In the course of a materials development project, there are many decisions that the researcher must make with respect to the design space of potential materials to consider. These decisions could pertain to what elements to include, whether to invest in a new piece of equipment to broaden the potential processing envelope, or whether to impose an additional constraint. In this paper, a design space visualization approach was presented that enables researchers to use a data-driven approach to assessing the impact of such decisions.

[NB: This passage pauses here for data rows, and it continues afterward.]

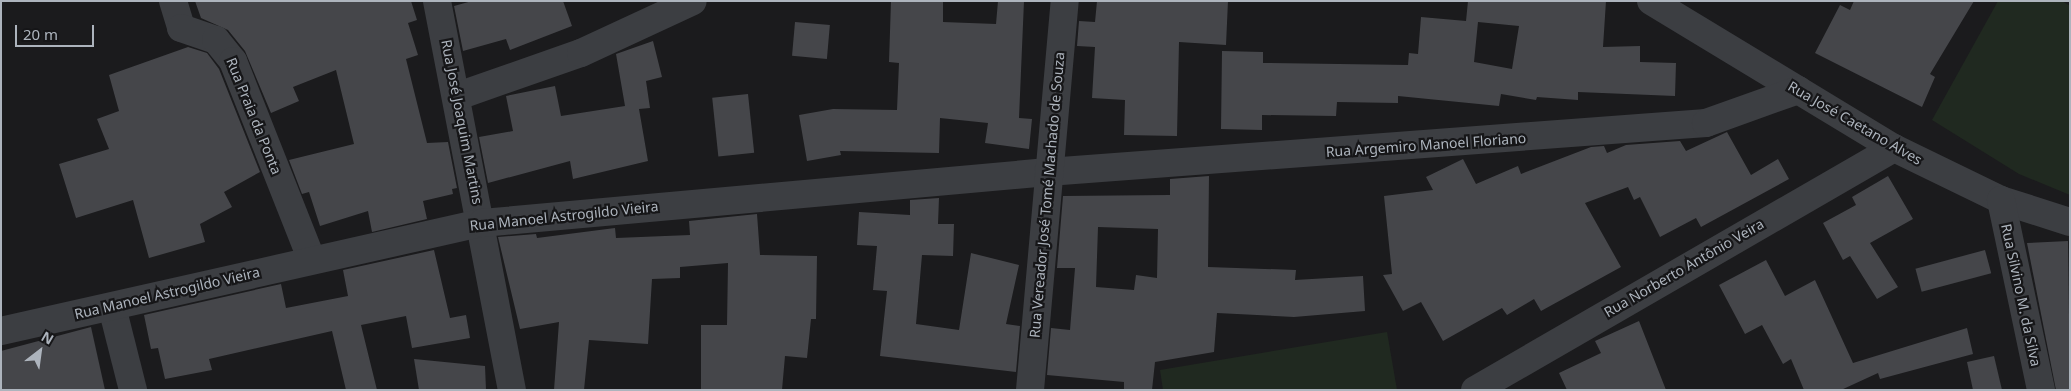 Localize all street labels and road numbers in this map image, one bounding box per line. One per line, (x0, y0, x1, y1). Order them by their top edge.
street label: Rua José Joaquim Martins (438, 38, 486, 206)
street label: Rua Vereador José Tomé Machado de Souza (1026, 51, 1068, 339)
street label: Rua Praia da Ponta (223, 55, 285, 177)
street label: Rua José Caetano Alves (1785, 78, 1925, 168)
street label: Rua Argemiro Manoel Floriano (1325, 130, 1527, 160)
street label: Rua Manoel Astrogildo Vieira (469, 198, 659, 234)
street label: Rua Norberto Antônio Veira (1601, 215, 1767, 321)
street label: Rua Silvino M. da Silva (1998, 222, 2044, 368)
street label: Rua Manoel Astrogildo Vieira (73, 263, 261, 323)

This visualization approach is applicable to development projects where there are two or more properties of interest. In cases where there are more than two properties of interest, the MJPD and SPD plots can be generated for pairwise combinations of the target properties to visualize trade-offs. Furthermore, it is also possible to use this approach for cases with more than two possible design spaces. For example, for applications where toxicity, cost, and reliable sourcing are all potential constraints, multiple design spaces could be created with various combinations of constraints and their predicted performances could be compared using these visualizations.

The visualization approach was demonstrated on two case studies with relevance to environmental sustainability: one in biodegradability for organic solvents, and the other in sustainable sourcing for battery cathodes. Through these case studies, it was shown how the design space visualization approach could be used to assess the trade-offs inherent in design decisions. These particular case studies were chosen because of the mounting pressure on the materials and chemical industries to produce more environmentally sustainable materials. We therefore wanted to demonstrate how data-driven approaches can be used to help guide investments in environmental sustainability.

The application ofmachine learning methodologies to materials development has been widely applied to accelerating new materials development via active learning or screening approaches. The methods in this paper show a different use case for machine learning in materials development: aiding researchers assess the impact and trade-off of design decisions. More broadly, this work shows that machine learning is not confined to just suggesting which experiments to run next but rather can be used to aid at every decision point in the research process. At each of these decision points, the researcher can bring the available data to bear in order to make an informed, data-driven decision.